### Task details
Repeat every record below exactly, but leave out any pictures.

[[ The records open ]]

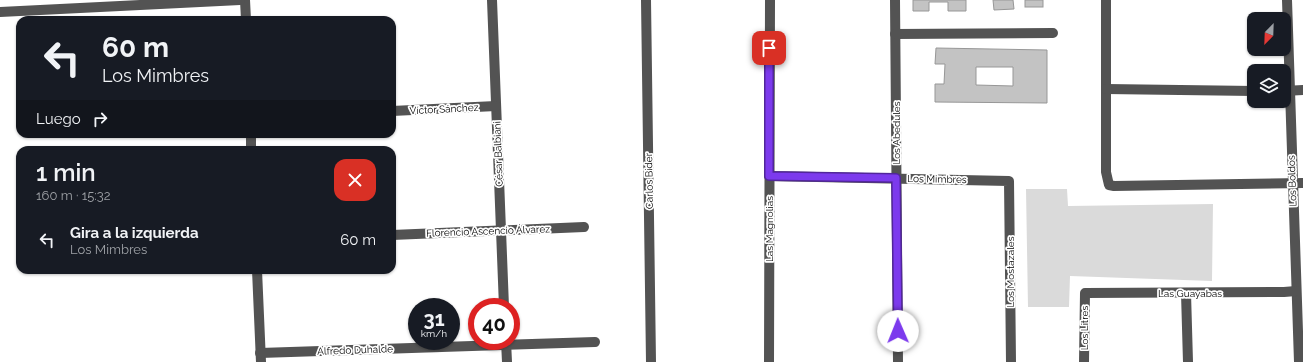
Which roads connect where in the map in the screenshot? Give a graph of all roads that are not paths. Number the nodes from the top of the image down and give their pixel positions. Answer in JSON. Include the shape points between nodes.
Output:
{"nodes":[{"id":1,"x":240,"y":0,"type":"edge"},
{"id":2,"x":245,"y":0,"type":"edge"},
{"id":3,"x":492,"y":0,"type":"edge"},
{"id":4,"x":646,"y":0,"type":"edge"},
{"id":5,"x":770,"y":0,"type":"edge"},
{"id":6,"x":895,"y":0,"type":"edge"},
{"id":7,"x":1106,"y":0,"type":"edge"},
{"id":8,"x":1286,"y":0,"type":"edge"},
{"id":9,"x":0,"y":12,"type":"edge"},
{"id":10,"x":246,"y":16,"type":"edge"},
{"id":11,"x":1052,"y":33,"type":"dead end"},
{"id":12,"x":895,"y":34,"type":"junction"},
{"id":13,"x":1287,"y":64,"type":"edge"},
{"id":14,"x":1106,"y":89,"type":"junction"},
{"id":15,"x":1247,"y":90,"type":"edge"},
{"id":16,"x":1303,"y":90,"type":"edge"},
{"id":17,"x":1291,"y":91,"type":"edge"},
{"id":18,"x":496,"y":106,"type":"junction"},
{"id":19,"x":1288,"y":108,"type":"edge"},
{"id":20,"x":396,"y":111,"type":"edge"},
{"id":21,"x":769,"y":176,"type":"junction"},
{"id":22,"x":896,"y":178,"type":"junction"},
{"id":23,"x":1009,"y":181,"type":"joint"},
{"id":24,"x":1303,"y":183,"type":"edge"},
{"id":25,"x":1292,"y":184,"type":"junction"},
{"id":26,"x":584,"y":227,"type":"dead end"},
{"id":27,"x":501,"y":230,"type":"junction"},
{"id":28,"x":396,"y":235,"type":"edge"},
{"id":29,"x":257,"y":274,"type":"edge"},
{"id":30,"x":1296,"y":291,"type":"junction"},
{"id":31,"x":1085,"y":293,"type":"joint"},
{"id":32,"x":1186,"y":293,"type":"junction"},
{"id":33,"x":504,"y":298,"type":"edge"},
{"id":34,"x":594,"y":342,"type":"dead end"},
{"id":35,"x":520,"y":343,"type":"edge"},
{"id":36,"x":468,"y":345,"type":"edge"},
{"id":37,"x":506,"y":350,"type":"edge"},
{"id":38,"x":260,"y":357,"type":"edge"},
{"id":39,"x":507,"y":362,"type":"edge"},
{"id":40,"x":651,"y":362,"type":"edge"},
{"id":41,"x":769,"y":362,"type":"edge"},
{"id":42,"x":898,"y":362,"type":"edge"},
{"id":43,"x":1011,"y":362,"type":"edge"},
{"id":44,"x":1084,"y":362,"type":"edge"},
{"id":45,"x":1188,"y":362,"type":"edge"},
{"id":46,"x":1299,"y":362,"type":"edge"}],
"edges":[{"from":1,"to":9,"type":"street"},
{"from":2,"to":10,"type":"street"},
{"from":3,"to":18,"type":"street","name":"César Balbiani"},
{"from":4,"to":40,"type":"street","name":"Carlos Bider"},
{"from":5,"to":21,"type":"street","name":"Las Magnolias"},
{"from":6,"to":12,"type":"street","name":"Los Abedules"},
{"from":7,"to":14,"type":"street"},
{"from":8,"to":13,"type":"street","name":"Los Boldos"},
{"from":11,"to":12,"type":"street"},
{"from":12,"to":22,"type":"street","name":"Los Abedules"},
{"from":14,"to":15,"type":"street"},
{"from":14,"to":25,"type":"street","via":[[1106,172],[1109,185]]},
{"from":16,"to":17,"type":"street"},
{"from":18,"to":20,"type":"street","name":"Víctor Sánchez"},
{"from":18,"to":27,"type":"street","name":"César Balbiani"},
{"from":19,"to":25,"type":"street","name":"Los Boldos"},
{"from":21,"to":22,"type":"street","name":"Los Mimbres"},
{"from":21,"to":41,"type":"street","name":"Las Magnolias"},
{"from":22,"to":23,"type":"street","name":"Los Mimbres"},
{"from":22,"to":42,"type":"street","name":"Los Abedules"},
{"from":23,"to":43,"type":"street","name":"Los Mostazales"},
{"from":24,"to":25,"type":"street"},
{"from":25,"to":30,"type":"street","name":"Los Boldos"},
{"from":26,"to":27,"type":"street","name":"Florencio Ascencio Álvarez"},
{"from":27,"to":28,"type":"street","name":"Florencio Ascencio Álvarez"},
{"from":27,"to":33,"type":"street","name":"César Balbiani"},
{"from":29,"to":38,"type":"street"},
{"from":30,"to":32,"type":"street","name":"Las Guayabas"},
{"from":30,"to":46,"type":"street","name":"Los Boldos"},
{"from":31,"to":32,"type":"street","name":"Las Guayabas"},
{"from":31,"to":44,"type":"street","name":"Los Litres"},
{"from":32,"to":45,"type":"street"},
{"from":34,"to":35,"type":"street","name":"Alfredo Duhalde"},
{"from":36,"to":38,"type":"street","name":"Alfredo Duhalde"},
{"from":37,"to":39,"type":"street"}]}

[[ The records closed ]]

### Answer section
Which roads connect where in the map in the screenshot? Give a graph of all roads that are not paths. Number the nodes from the top of the image down and give their pixel positions. Answer in JSON. Include the shape points between nodes.
Output:
{"nodes":[{"id":1,"x":240,"y":0,"type":"edge"},
{"id":2,"x":245,"y":0,"type":"edge"},
{"id":3,"x":492,"y":0,"type":"edge"},
{"id":4,"x":646,"y":0,"type":"edge"},
{"id":5,"x":770,"y":0,"type":"edge"},
{"id":6,"x":895,"y":0,"type":"edge"},
{"id":7,"x":1106,"y":0,"type":"edge"},
{"id":8,"x":1286,"y":0,"type":"edge"},
{"id":9,"x":0,"y":12,"type":"edge"},
{"id":10,"x":246,"y":16,"type":"edge"},
{"id":11,"x":1052,"y":33,"type":"dead end"},
{"id":12,"x":895,"y":34,"type":"junction"},
{"id":13,"x":1287,"y":64,"type":"edge"},
{"id":14,"x":1106,"y":89,"type":"junction"},
{"id":15,"x":1247,"y":90,"type":"edge"},
{"id":16,"x":1303,"y":90,"type":"edge"},
{"id":17,"x":1291,"y":91,"type":"edge"},
{"id":18,"x":496,"y":106,"type":"junction"},
{"id":19,"x":1288,"y":108,"type":"edge"},
{"id":20,"x":396,"y":111,"type":"edge"},
{"id":21,"x":769,"y":176,"type":"junction"},
{"id":22,"x":896,"y":178,"type":"junction"},
{"id":23,"x":1009,"y":181,"type":"joint"},
{"id":24,"x":1303,"y":183,"type":"edge"},
{"id":25,"x":1292,"y":184,"type":"junction"},
{"id":26,"x":584,"y":227,"type":"dead end"},
{"id":27,"x":501,"y":230,"type":"junction"},
{"id":28,"x":396,"y":235,"type":"edge"},
{"id":29,"x":257,"y":274,"type":"edge"},
{"id":30,"x":1296,"y":291,"type":"junction"},
{"id":31,"x":1085,"y":293,"type":"joint"},
{"id":32,"x":1186,"y":293,"type":"junction"},
{"id":33,"x":504,"y":298,"type":"edge"},
{"id":34,"x":594,"y":342,"type":"dead end"},
{"id":35,"x":520,"y":343,"type":"edge"},
{"id":36,"x":468,"y":345,"type":"edge"},
{"id":37,"x":506,"y":350,"type":"edge"},
{"id":38,"x":260,"y":357,"type":"edge"},
{"id":39,"x":507,"y":362,"type":"edge"},
{"id":40,"x":651,"y":362,"type":"edge"},
{"id":41,"x":769,"y":362,"type":"edge"},
{"id":42,"x":898,"y":362,"type":"edge"},
{"id":43,"x":1011,"y":362,"type":"edge"},
{"id":44,"x":1084,"y":362,"type":"edge"},
{"id":45,"x":1188,"y":362,"type":"edge"},
{"id":46,"x":1299,"y":362,"type":"edge"}],
"edges":[{"from":1,"to":9,"type":"street"},
{"from":2,"to":10,"type":"street"},
{"from":3,"to":18,"type":"street","name":"César Balbiani"},
{"from":4,"to":40,"type":"street","name":"Carlos Bider"},
{"from":5,"to":21,"type":"street","name":"Las Magnolias"},
{"from":6,"to":12,"type":"street","name":"Los Abedules"},
{"from":7,"to":14,"type":"street"},
{"from":8,"to":13,"type":"street","name":"Los Boldos"},
{"from":11,"to":12,"type":"street"},
{"from":12,"to":22,"type":"street","name":"Los Abedules"},
{"from":14,"to":15,"type":"street"},
{"from":14,"to":25,"type":"street","via":[[1106,172],[1109,185]]},
{"from":16,"to":17,"type":"street"},
{"from":18,"to":20,"type":"street","name":"Víctor Sánchez"},
{"from":18,"to":27,"type":"street","name":"César Balbiani"},
{"from":19,"to":25,"type":"street","name":"Los Boldos"},
{"from":21,"to":22,"type":"street","name":"Los Mimbres"},
{"from":21,"to":41,"type":"street","name":"Las Magnolias"},
{"from":22,"to":23,"type":"street","name":"Los Mimbres"},
{"from":22,"to":42,"type":"street","name":"Los Abedules"},
{"from":23,"to":43,"type":"street","name":"Los Mostazales"},
{"from":24,"to":25,"type":"street"},
{"from":25,"to":30,"type":"street","name":"Los Boldos"},
{"from":26,"to":27,"type":"street","name":"Florencio Ascencio Álvarez"},
{"from":27,"to":28,"type":"street","name":"Florencio Ascencio Álvarez"},
{"from":27,"to":33,"type":"street","name":"César Balbiani"},
{"from":29,"to":38,"type":"street"},
{"from":30,"to":32,"type":"street","name":"Las Guayabas"},
{"from":30,"to":46,"type":"street","name":"Los Boldos"},
{"from":31,"to":32,"type":"street","name":"Las Guayabas"},
{"from":31,"to":44,"type":"street","name":"Los Litres"},
{"from":32,"to":45,"type":"street"},
{"from":34,"to":35,"type":"street","name":"Alfredo Duhalde"},
{"from":36,"to":38,"type":"street","name":"Alfredo Duhalde"},
{"from":37,"to":39,"type":"street"}]}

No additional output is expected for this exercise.